The light-rail project hit a roadblock in late 2018, almost a year after it broke ground, when bids for the main contract came in $600 million higher than expected.
“When the initial bids came in, we realized that the construction market had changed drastically, and it happened very quickly,” explains Chris Burner, chief project officer for the Foothill Gold Line Construction Authority. An overheated construction market, labor shortages, and rising materials costs contributed to the price spike. The Authority responded by developing a two-phase plan and completing a supplemental environmental impact report.
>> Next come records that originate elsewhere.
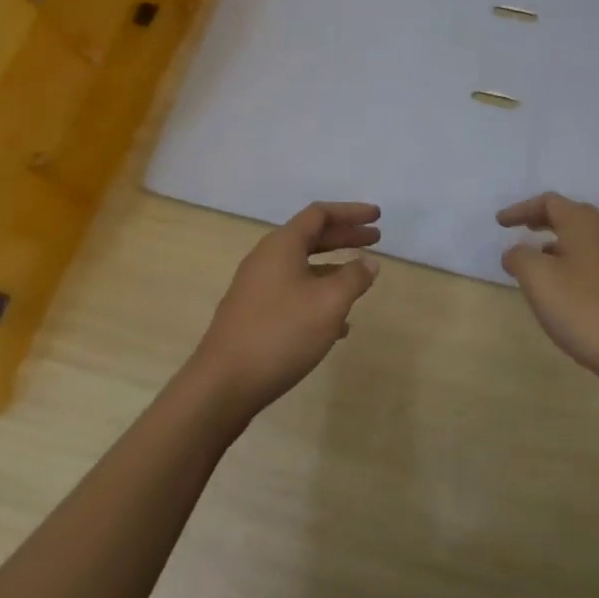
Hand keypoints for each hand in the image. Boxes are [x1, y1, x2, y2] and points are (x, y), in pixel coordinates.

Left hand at [187, 202, 381, 419]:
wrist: (222, 385)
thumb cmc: (281, 333)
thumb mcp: (328, 304)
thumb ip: (354, 278)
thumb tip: (368, 262)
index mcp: (282, 245)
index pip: (319, 214)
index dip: (350, 212)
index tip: (376, 216)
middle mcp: (266, 259)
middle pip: (311, 238)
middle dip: (345, 238)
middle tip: (375, 241)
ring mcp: (256, 288)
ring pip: (302, 268)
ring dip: (333, 269)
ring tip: (360, 282)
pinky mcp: (253, 315)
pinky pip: (292, 293)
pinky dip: (318, 297)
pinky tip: (337, 326)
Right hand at [497, 193, 598, 387]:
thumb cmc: (582, 308)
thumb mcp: (538, 278)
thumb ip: (519, 257)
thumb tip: (515, 252)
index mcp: (583, 224)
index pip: (549, 202)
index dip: (521, 209)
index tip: (500, 223)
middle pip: (568, 217)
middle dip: (541, 221)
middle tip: (520, 230)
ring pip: (580, 241)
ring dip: (555, 245)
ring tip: (535, 264)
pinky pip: (590, 263)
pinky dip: (569, 264)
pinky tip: (560, 290)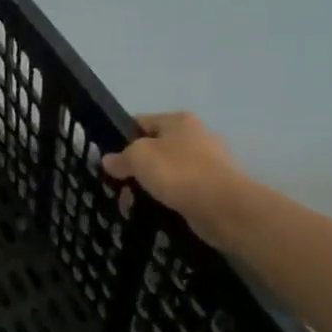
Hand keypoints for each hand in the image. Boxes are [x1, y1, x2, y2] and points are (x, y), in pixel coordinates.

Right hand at [102, 112, 255, 250]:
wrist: (223, 208)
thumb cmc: (178, 172)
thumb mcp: (138, 157)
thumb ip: (121, 157)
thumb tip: (109, 161)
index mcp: (179, 120)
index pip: (140, 122)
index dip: (120, 138)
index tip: (108, 160)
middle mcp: (196, 136)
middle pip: (155, 148)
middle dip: (136, 167)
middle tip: (119, 185)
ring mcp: (208, 163)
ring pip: (167, 171)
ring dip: (151, 185)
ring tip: (133, 203)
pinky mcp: (214, 188)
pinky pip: (182, 190)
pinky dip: (168, 199)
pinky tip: (155, 211)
The Foothill Gold Line extension is one of 11 rail transit projects designated for completion in time for the 2028 Summer Olympics in Los Angeles. [See “LA Metro to prepare for 2028 Olympics with 11 rail projects,” Trains News Wire, Feb. 21, 2019.] Burner believes that factored into LA Metro’s decision to provide an additional $97 million earlier this year.
Unlike most other LA Metro construction projects, managed directly by the agency, the California state legislature created the independent Construction Authority in 1998 after Metro halted work on the initial section of the line from downtown Los Angeles to Pasadena.
The authority completed that line in 2003 and extended it to Azusa in 2010, working with the same contractor that will build the new additions.
The light rail shares a 100-foot wide right-of-way owned by the Southern California Regional Rail Authority (SCRRA), parent organization of commuter railroad Metrolink. It currently contains a single-track freight line over which BNSF operates a weekday round trip to serve local customers. Metrolink uses a portion of the corridor.
When major construction work starts in 2020, “The first order of work that has to be done is the freight track has to be relocated,” Burner says. To accommodate the double-track light rail line, existing track will be shifted to one side, as has been the case previously in Azusa and Irwindale. “BNSF has been a very good partner and worked cooperatively,” Burner tells Trains News Wire.
Some 25 at-grade crossings between Azusa and Montclair will need to be rebuilt. All will have quad gates protecting both entry and exit lanes, and pedestrian gates. Other work includes new sidewalks and pathways for pedestrians that will meet Americans with Disabilities Act standards, along with adjacent road improvements.
Four new center-platform stations are to be built in the first phase of construction. East from Azusa, those will be in Glendora, San Dimas, La Verne and Pomona. When completed, a trip from Pomona to Los Angeles Union Station will take 62 minutes.
The future extension to Montclair will have a station in Claremont and at the terminus.
That “opens up a lot of transit oriented development in and around the stations and provides an opportunity for the cities to take advantage of that,” says Burner. Surplus property at the future Glendora station already has residential development, as does a site adjacent to the Monrovia station.
Habib Balian, chief executive officer for the Construction Authority, told Los Angeles news radio station KNX1070, “As of 2016 about $7 billion in private investment already has been made in just a half mile radius of the Gold Line stations, and looking to the future, about $9 billion of additional investment from Arcadia to Montclair.”
Completion of the Pomona segment is scheduled for early 2025. Additional construction work will include fencing and walls all along the rail corridor, eight new light rail bridges and the requisite track, train control, communications and overhead power infrastructure.
Funding to build out to Montclair is not yet in place, but the design-build contract includes an option to construct the final piece if money is found by September 2021, allowing for completion in 2028. Failing that, a new bid would have to be secured.
“We’re very optimistic that we will be able to obtain that funding within the two years and get the extension completed out to Montclair,” Burner says.